= St. John's Day, Masonic feast =

Two feast days (24 June; 27 December)

Saint John the Baptist Preaching in the Wilderness by Anton Raphael

Freemasons historically celebrate two feasts of saints who are both named John. The feast of John the Baptist falls on 24 June, and that of John the Evangelist on 27 December, roughly marking mid-summer and mid-winter. During the Eighteenth Century, the Premier Grand Lodge of England and the Grand Lodge of Ireland favoured the day of John the Baptist, while the Grand Lodge of Scotland, the Ancient Grand Lodge of England and the Grand Lodge of All England at York installed their Grand Masters on the feast day of John the Evangelist. The United Grand Lodge of England was formed on 27 December 1813.

==John the Baptist==

The first Grand Lodge was formed on 24 June the feast day of John the Baptist in 1717. This may arise from an old tradition, as the Baptist appears to have been regarded as the patron of stonemasons in continental Europe during the Middle Ages. The guild of masons and carpenters attached to Cologne Cathedral was known as the Fraternity of St. John the Baptist. The earliest surviving record of Grand Lodge of Ireland installing a Grand Master is dated to 24 June 1725. As records of individual lodges appear in Ireland and in the Antients' in England, it seems many of them met to install a new master twice a year, on the feast days of both the Baptist and the Evangelist.
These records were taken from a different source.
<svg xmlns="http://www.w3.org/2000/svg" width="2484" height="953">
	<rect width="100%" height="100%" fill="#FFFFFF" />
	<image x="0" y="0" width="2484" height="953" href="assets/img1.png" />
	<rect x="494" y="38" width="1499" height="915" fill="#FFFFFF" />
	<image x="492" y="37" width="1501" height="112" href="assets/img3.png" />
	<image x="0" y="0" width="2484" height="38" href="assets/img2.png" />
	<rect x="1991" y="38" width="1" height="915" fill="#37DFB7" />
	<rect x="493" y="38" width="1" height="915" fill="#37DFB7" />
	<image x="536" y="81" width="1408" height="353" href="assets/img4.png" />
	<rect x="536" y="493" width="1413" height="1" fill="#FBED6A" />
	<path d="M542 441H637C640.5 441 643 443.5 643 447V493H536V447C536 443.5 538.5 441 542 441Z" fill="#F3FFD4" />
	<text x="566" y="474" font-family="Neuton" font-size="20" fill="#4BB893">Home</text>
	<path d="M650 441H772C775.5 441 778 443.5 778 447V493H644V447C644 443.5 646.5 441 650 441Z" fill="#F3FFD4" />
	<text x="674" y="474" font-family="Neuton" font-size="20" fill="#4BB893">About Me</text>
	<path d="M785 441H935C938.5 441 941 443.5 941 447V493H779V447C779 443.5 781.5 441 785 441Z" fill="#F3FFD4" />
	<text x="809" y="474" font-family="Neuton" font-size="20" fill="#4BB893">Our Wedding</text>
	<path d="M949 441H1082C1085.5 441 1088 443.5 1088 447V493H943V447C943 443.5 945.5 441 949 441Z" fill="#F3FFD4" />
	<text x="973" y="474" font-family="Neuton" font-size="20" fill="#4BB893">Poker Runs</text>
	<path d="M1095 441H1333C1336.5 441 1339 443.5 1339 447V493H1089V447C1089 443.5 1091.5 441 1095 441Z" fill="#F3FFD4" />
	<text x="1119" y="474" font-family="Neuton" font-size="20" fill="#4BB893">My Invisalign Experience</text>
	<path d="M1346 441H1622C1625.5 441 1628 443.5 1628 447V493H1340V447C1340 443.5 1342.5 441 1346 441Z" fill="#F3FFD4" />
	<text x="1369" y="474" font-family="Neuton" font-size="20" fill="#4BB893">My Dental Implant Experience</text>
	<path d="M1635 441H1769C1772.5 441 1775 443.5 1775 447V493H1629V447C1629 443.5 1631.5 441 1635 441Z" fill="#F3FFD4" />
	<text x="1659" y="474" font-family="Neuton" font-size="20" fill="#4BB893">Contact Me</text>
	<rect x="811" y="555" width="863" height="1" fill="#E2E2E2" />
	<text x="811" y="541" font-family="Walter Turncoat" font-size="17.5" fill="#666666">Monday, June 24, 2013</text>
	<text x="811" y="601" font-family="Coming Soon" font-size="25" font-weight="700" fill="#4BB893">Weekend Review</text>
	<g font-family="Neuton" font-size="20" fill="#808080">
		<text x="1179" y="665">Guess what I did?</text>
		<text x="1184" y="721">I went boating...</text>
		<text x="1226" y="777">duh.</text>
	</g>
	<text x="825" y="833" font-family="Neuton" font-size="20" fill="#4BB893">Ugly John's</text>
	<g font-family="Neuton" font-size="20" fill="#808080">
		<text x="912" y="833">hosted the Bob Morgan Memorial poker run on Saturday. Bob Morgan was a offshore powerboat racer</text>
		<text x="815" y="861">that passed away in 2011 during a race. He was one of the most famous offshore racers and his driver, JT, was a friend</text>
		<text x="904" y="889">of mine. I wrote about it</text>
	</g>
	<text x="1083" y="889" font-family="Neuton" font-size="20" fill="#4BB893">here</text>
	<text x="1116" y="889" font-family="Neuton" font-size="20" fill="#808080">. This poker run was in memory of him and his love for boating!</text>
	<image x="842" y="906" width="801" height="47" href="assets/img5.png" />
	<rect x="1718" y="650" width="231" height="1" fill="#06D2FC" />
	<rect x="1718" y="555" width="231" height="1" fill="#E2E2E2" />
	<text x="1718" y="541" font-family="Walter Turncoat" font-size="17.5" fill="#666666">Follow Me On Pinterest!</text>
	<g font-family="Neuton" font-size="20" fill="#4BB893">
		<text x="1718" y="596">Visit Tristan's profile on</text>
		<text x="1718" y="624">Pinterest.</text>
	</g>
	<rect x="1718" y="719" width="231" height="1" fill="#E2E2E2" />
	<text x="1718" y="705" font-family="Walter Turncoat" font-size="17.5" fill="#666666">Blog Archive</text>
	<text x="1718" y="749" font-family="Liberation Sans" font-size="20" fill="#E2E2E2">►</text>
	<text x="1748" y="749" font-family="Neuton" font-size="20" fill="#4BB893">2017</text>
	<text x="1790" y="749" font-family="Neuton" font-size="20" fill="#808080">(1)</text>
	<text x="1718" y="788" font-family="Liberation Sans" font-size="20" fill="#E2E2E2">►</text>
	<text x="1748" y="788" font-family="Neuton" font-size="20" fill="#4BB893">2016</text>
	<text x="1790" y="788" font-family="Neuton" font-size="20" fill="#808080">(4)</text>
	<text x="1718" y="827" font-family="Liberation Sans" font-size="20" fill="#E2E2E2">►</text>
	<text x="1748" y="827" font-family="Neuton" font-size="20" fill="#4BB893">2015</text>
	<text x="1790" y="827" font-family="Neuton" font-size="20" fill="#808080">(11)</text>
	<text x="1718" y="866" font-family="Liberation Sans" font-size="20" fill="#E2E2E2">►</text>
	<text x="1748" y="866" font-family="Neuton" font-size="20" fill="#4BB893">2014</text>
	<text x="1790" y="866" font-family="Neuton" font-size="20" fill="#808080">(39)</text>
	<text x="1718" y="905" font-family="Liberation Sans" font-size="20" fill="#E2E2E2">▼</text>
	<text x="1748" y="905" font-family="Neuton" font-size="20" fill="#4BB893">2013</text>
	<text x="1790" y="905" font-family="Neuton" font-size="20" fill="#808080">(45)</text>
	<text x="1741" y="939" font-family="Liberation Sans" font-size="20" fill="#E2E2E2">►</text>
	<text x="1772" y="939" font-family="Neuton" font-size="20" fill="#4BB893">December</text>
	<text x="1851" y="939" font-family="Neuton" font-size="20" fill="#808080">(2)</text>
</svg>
This date is also a popular day for cornerstone laying ceremonies. The first Masonic Hall in New York City had its cornerstone laid on 24 June 1826.

==John the Evangelist==

The Evangelist is particularly associated with Scottish lodges. The Lodge of Edinburgh was associated with the aisle of St. John the Evangelist in St. Giles Cathedral from the 15th century. The Grand Lodge of All England, and its predecessor, the Ancient Society of Freemasons in the City of York, elected and installed their president, then from 1725 their Grand Master on the day of the Evangelist, and in London the Ancient Grand Lodge of England elected their new Grand Masters on the same day. When the Ancient and the Moderns (the Premier Grand Lodge) eventually came together in the United Grand Lodge of England, it was on the Feast of the Evangelist in 1813.